As health information and services become increasingly digital, it is more important than ever that people can find, understand, evaluate, and use health information in their daily lives. A new study from the University of Eastern Finland shows that a short 12-item questionnaire known as the HLS-Q12 can be used to assess health literacy among Finnish adults and support reliable comparisons between major population groups. This will help you identify where communication and support is most needed.
Published in International Journal of Public Healththis study was carried out by researchers from the University of Eastern Finland and partners from North Savo as part of Finland’s broader health and well-being research project PREWELL.
Health literacy affects how people manage information, services, and decisions related to their health in their daily lives. Health literacy is closely linked to health outcomes and health equity, so reliable monitoring is important.

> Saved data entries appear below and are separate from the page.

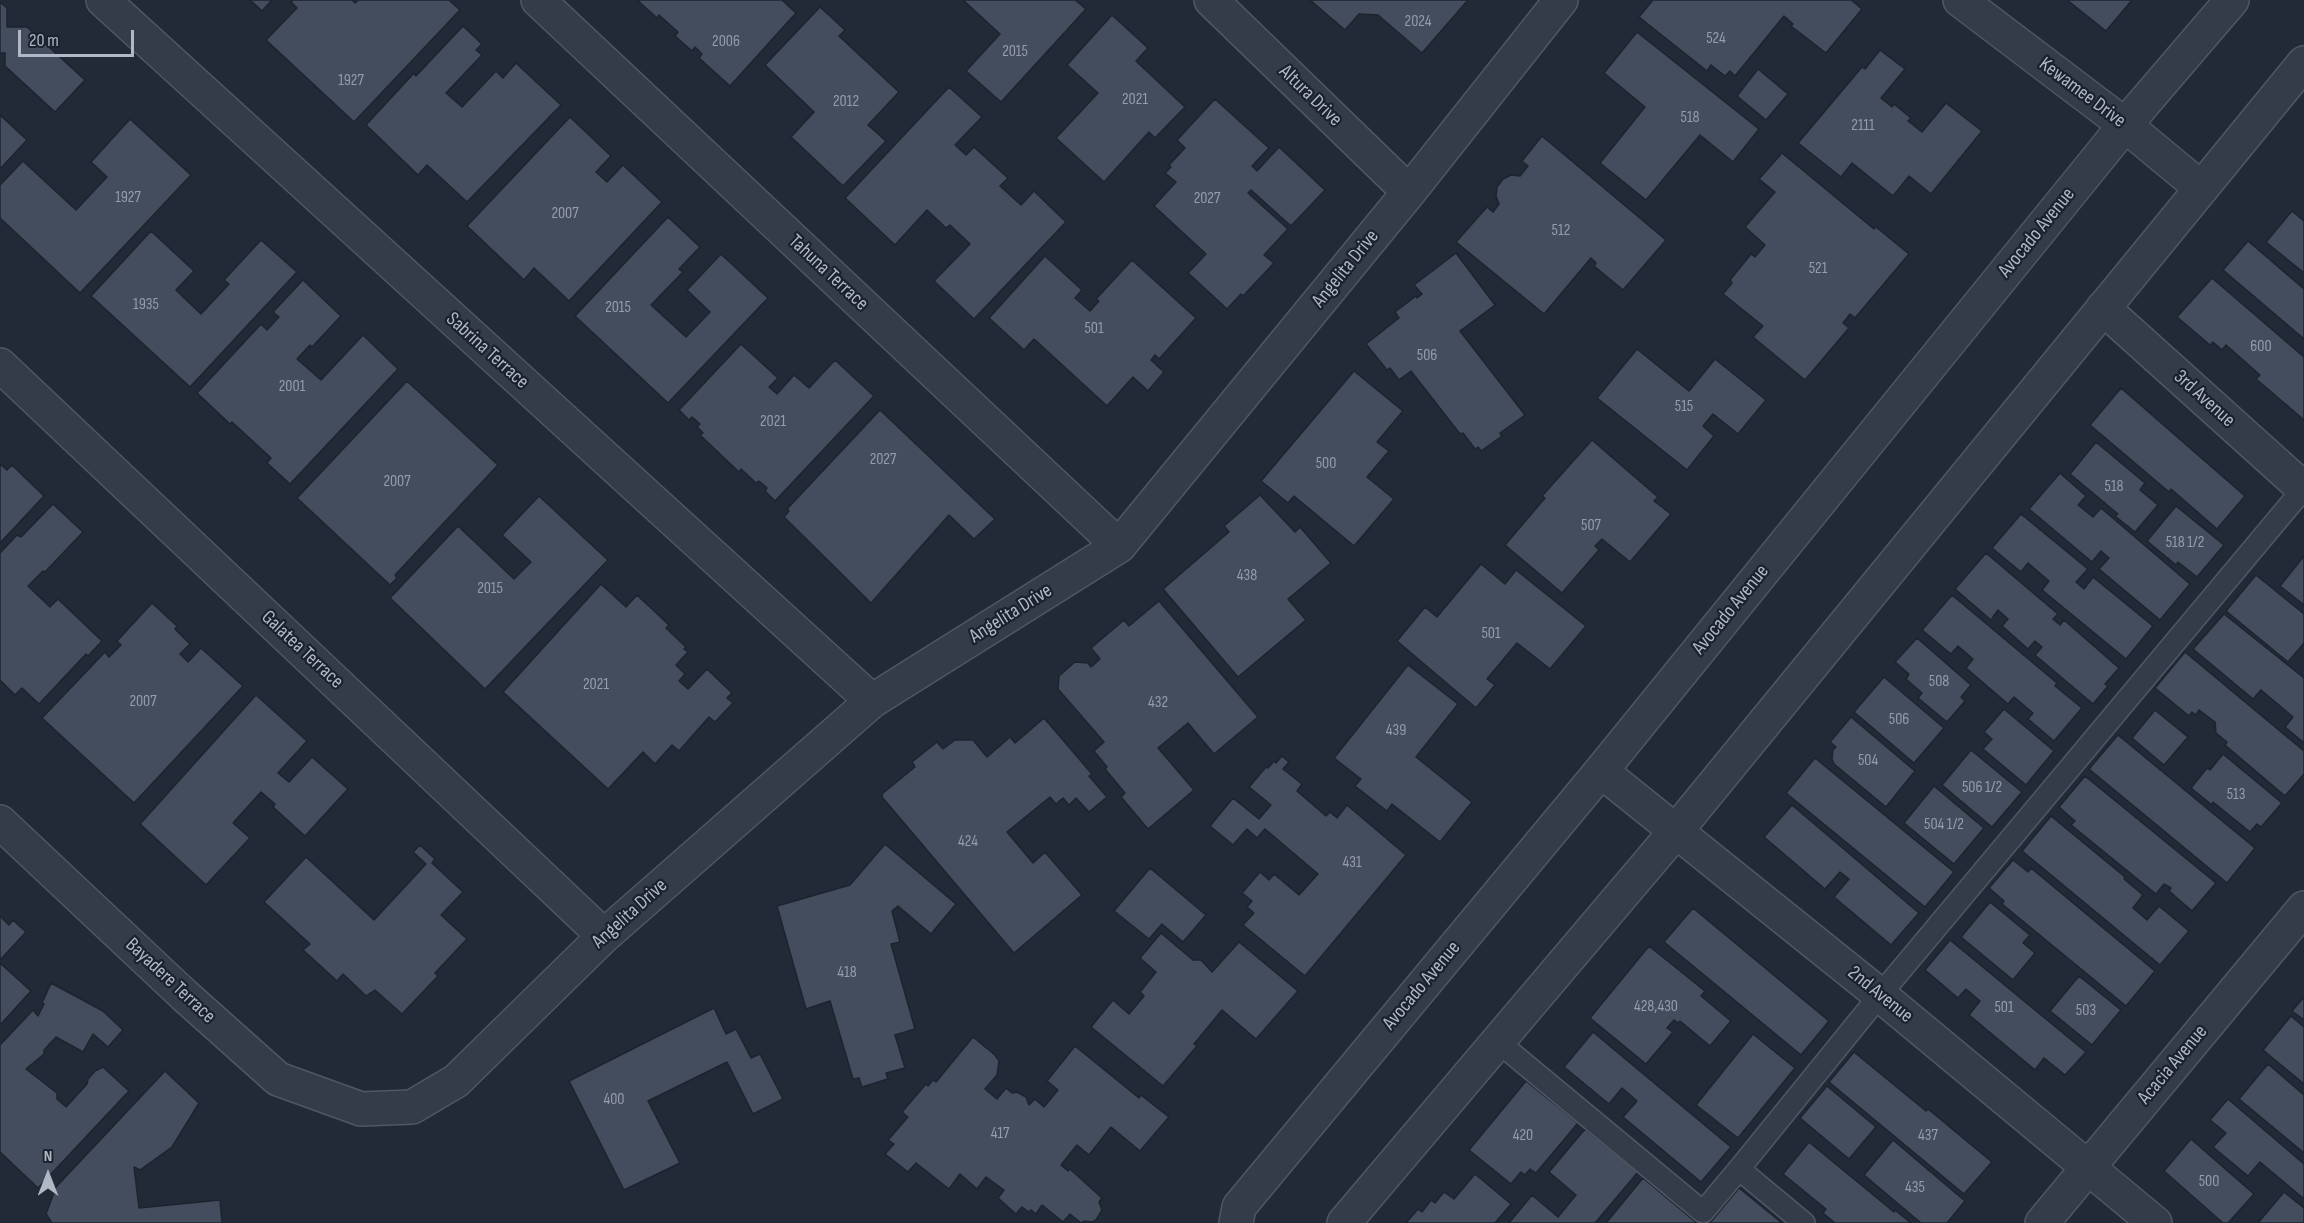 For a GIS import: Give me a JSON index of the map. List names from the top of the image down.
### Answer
{
  "streets": {
    "street": [
      "Kewamee Drive",
      "Altura Drive",
      "Avocado Avenue",
      "Angelita Drive",
      "Tahuna Terrace",
      "Sabrina Terrace",
      "3rd Avenue",
      "Galatea Terrace",
      "Bayadere Terrace",
      "2nd Avenue",
      "Acacia Avenue"
    ]
  },
  "crossings": [
    ["Kewamee Drive", "Avocado Avenue"],
    ["Altura Drive", "Angelita Drive"],
    ["Avocado Avenue", "2nd Avenue"],
    ["Angelita Drive", "Tahuna Terrace"],
    ["Angelita Drive", "Sabrina Terrace"],
    ["Angelita Drive", "Galatea Terrace"],
    ["Angelita Drive", "Bayadere Terrace"],
    ["2nd Avenue", "Acacia Avenue"]
  ],
  "house_numbers": [
    "2024",
    "524",
    "2006",
    "2015",
    "1927",
    "2021",
    "2012",
    "518",
    "2111",
    "1927",
    "2027",
    "2007",
    "512",
    "521",
    "1935",
    "2015",
    "501",
    "600",
    "506",
    "2001",
    "515",
    "2021",
    "2027",
    "500",
    "2007",
    "518",
    "507",
    "518 1/2",
    "438",
    "2015",
    "501",
    "508",
    "2021",
    "2007",
    "432",
    "506",
    "439",
    "504",
    "506 1/2",
    "513",
    "504 1/2",
    "424",
    "431",
    "418",
    "428,430",
    "501",
    "503",
    "400",
    "417",
    "420",
    "437",
    "500",
    "435"
  ],
  "scale_bar": "20 m",
  "north": "top"
}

There is limited large-scale evidence on whether simple international health literacy instruments work well for monitoring Finnish adults. Our study shows that the HLS-Q12 provides a useful foundation for this purpose. ”
Jing Zhou, Postdoctoral Researcher, University of Eastern Finland
In this study, researchers analyzed survey data from 7,077 adults living in Finland, including both a nationally recruited sample and a regional sample in North Savo. The results showed that HLS-Q12 is highly reliable and has a clear overall structure. The questionnaire also performed sufficiently consistently across important sociodemographic groups to support meaningful subgroup comparisons.
clear differences between groups
The study found that women had higher health literacy than men, those with higher education had higher scores than those with lower education, and younger people had higher levels than older people.
“A simple survey that works effectively across different groups can help identify where communication and support is most needed,” Zhou says. “As health and social services become increasingly digitalised, it becomes increasingly important to ensure that no population group is left behind.”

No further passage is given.